(Work order):
Lines holding the string "Adams" are the ones to copy; find them all in the data.

*** Opening Provided records ***

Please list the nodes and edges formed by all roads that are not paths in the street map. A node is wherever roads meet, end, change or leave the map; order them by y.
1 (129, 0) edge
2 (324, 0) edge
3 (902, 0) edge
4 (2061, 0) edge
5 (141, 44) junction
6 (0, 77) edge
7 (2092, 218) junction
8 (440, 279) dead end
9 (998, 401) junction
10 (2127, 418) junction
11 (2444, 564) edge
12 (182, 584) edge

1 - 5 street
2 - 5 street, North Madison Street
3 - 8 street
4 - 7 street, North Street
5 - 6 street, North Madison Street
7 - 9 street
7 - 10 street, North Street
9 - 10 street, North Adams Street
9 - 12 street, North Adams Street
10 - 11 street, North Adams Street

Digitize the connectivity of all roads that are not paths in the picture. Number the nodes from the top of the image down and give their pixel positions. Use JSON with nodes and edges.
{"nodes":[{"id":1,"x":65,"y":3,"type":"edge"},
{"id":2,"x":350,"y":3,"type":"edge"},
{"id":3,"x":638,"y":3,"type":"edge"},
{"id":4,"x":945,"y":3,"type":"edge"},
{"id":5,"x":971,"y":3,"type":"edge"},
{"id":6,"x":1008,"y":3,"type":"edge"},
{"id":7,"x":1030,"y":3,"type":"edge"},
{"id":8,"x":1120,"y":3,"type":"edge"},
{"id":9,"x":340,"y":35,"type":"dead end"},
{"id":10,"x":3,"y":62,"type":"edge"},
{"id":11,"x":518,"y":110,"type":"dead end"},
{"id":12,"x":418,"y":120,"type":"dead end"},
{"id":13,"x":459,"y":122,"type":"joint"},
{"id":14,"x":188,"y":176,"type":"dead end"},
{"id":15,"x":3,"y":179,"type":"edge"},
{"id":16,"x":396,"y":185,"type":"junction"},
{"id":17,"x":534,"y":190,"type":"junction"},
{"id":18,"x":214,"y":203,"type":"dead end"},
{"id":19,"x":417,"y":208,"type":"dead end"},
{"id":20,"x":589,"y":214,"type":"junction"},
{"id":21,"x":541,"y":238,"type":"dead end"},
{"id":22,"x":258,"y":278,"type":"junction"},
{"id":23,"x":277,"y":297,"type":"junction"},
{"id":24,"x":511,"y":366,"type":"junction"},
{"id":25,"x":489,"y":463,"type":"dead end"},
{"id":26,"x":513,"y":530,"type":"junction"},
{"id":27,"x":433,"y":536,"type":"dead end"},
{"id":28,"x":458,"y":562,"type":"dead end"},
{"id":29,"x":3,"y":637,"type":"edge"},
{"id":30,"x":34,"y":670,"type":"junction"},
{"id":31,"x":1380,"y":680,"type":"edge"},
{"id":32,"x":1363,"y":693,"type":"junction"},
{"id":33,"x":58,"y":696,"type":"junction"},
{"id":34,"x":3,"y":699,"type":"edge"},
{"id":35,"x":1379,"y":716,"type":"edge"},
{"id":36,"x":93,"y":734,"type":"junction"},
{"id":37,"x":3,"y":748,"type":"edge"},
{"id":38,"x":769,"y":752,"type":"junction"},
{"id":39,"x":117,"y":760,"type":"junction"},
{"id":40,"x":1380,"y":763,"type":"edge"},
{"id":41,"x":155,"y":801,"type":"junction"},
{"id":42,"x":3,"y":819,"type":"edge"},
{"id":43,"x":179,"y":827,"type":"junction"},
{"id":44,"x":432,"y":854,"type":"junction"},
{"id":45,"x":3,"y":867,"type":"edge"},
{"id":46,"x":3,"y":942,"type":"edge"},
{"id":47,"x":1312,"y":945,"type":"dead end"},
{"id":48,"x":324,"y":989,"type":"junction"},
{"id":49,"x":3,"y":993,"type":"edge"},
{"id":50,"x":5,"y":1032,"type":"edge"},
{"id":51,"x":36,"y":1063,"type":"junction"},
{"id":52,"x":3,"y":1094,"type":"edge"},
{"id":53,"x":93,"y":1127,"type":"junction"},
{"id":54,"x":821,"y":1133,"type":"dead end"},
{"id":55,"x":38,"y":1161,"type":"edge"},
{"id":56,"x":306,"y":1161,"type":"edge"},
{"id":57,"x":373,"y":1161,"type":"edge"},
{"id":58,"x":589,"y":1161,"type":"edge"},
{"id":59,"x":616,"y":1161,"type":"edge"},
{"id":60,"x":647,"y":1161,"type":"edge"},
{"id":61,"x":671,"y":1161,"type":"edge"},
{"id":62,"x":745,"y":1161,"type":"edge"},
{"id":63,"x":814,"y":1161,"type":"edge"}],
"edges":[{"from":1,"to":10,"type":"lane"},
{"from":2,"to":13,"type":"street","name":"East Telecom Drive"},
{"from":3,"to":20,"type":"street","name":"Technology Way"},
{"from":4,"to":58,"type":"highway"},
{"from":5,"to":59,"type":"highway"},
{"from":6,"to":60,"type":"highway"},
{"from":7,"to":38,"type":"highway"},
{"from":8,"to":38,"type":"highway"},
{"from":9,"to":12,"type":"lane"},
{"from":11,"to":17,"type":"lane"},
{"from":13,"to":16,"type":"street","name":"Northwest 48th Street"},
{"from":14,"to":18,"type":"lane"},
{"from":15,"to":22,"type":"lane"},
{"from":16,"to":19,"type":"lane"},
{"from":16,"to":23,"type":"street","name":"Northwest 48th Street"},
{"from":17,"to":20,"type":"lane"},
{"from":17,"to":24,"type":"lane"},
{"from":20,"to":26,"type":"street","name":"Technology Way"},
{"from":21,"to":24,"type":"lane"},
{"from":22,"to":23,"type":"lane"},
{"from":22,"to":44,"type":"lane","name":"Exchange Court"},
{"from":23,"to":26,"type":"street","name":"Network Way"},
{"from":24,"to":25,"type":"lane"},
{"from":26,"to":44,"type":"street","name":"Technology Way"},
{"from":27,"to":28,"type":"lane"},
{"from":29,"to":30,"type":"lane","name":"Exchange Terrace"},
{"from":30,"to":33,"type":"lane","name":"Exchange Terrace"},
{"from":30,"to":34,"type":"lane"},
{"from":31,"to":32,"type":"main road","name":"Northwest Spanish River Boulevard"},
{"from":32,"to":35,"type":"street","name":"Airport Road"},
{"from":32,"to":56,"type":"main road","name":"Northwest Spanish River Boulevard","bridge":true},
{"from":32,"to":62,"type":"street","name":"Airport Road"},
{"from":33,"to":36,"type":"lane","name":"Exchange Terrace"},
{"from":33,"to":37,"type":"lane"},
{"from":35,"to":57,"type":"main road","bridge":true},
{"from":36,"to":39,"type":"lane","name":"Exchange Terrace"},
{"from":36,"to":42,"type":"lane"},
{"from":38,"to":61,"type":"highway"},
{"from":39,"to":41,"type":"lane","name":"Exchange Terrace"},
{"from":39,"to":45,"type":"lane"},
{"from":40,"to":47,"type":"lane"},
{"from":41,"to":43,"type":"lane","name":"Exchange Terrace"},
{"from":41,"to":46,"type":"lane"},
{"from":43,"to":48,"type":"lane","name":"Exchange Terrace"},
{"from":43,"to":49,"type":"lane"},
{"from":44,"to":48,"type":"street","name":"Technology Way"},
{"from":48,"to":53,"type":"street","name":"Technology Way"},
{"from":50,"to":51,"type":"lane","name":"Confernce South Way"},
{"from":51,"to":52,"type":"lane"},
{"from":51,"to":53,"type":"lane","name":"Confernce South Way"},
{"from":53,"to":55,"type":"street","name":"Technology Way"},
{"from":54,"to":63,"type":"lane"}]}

*** Closing Provided records ***

(Exercise answer):
9 - 10 street, North Adams Street
9 - 12 street, North Adams Street
10 - 11 street, North Adams Street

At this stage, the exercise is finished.